[Dataset excerpts]
*** Block opens ***

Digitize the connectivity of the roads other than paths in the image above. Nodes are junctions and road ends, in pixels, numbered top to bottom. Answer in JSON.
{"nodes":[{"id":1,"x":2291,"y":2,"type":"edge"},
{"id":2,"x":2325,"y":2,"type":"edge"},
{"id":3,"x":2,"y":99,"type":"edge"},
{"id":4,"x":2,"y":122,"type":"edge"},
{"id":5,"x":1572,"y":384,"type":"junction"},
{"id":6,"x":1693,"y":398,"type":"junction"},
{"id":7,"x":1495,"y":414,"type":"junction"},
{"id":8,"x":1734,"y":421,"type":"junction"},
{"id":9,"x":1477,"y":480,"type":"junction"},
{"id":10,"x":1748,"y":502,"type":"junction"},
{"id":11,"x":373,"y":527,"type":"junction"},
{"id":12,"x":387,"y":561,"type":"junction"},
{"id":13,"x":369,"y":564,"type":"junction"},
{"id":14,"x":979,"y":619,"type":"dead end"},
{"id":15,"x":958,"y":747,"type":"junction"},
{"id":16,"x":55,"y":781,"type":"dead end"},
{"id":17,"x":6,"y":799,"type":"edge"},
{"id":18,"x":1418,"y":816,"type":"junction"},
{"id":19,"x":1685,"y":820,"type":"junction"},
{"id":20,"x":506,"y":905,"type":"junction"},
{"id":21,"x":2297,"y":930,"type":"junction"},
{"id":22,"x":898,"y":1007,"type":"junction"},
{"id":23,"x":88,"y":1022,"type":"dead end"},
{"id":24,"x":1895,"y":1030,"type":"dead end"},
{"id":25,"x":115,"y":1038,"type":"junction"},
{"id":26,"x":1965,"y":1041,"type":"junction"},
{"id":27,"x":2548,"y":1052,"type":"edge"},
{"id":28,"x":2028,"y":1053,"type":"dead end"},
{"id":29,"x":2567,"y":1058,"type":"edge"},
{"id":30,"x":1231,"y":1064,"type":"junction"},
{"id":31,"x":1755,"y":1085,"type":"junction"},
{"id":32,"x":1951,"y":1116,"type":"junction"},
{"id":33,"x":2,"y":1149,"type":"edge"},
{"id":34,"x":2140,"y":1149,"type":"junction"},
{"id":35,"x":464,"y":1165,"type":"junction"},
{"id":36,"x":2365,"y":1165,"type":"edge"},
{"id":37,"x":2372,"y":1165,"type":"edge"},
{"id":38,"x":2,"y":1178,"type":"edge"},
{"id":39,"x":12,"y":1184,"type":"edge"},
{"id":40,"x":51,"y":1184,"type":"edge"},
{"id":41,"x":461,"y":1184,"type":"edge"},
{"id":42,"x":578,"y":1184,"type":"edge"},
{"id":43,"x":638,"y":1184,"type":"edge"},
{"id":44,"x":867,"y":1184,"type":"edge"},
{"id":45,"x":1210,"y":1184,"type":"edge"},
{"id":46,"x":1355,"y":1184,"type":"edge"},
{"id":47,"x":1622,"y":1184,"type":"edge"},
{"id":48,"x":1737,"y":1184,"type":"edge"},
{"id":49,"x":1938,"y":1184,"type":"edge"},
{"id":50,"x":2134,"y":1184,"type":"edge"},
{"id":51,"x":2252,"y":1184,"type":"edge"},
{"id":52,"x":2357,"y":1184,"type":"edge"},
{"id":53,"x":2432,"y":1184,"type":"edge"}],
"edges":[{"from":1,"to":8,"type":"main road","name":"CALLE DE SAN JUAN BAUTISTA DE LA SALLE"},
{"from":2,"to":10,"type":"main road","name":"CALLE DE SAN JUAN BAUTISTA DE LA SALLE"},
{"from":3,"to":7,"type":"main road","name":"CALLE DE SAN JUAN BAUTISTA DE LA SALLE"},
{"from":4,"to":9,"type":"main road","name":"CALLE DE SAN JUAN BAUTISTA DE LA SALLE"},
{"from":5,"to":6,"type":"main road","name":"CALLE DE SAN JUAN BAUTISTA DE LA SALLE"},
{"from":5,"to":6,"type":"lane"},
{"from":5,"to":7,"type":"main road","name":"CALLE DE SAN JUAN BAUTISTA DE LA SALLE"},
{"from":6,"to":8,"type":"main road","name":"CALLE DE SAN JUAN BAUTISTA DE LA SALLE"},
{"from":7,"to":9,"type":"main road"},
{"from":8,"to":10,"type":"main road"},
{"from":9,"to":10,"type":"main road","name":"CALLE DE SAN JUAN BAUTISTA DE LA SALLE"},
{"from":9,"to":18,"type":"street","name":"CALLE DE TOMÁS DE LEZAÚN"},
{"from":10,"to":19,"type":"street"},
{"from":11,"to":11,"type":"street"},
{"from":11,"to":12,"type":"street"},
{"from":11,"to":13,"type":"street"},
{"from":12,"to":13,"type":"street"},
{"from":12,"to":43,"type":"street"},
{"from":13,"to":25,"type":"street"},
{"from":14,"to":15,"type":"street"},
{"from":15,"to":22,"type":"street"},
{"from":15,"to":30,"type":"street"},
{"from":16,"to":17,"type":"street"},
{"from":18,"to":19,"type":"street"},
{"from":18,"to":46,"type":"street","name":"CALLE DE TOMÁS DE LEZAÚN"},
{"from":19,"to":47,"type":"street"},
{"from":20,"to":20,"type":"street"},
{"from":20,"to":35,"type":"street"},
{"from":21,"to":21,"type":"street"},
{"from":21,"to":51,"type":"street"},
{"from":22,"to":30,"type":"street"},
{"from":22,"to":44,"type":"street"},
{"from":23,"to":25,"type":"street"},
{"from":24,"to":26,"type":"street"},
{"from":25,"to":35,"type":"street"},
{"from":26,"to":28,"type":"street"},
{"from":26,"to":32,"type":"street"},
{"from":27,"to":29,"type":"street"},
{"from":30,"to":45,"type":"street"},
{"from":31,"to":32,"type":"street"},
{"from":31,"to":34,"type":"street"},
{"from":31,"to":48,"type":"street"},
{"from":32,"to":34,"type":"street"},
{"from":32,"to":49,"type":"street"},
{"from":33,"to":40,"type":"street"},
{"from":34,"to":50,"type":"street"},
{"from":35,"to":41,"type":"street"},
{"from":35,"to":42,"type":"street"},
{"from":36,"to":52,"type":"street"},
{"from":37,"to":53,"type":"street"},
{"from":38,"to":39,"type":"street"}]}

*** Block closes ***

Within the entries above, find each line where "CALLE" appears; copy every one.

Response to the task:
"edges":[{"from":1,"to":8,"type":"main road","name":"CALLE DE SAN JUAN BAUTISTA DE LA SALLE"},
{"from":2,"to":10,"type":"main road","name":"CALLE DE SAN JUAN BAUTISTA DE LA SALLE"},
{"from":3,"to":7,"type":"main road","name":"CALLE DE SAN JUAN BAUTISTA DE LA SALLE"},
{"from":4,"to":9,"type":"main road","name":"CALLE DE SAN JUAN BAUTISTA DE LA SALLE"},
{"from":5,"to":6,"type":"main road","name":"CALLE DE SAN JUAN BAUTISTA DE LA SALLE"},
{"from":5,"to":7,"type":"main road","name":"CALLE DE SAN JUAN BAUTISTA DE LA SALLE"},
{"from":6,"to":8,"type":"main road","name":"CALLE DE SAN JUAN BAUTISTA DE LA SALLE"},
{"from":9,"to":10,"type":"main road","name":"CALLE DE SAN JUAN BAUTISTA DE LA SALLE"},
{"from":9,"to":18,"type":"street","name":"CALLE DE TOMÁS DE LEZAÚN"},
{"from":18,"to":46,"type":"street","name":"CALLE DE TOMÁS DE LEZAÚN"},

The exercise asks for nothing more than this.